**TASK**
For the records below, give the count of lines holding the word "Boulevard" and nothing more.

━━━ DATA FOR THIS EXERCISE ━━━

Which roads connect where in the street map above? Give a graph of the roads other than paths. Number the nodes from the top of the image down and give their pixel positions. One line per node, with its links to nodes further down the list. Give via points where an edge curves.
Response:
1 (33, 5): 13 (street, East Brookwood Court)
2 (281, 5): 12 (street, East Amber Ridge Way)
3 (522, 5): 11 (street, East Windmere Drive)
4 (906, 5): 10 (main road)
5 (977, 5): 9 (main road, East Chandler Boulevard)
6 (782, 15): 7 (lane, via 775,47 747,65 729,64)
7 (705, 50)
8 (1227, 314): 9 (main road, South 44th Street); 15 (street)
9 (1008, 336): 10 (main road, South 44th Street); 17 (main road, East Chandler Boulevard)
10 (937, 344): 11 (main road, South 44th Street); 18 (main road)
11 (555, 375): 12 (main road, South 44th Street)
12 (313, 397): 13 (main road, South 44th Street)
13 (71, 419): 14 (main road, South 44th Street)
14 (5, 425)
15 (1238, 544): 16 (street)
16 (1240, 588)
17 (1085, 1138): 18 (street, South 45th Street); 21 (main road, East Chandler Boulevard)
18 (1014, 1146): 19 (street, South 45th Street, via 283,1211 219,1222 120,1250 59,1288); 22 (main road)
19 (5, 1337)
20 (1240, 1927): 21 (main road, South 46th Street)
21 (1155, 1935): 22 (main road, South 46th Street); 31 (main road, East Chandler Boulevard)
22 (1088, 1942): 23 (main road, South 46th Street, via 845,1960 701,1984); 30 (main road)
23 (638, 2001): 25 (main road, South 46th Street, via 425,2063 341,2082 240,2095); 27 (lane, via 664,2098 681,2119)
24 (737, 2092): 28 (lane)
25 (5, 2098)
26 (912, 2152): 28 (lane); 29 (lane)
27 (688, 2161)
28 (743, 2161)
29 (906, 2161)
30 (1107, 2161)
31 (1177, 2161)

━━━

**OUTPUT BELOW**
4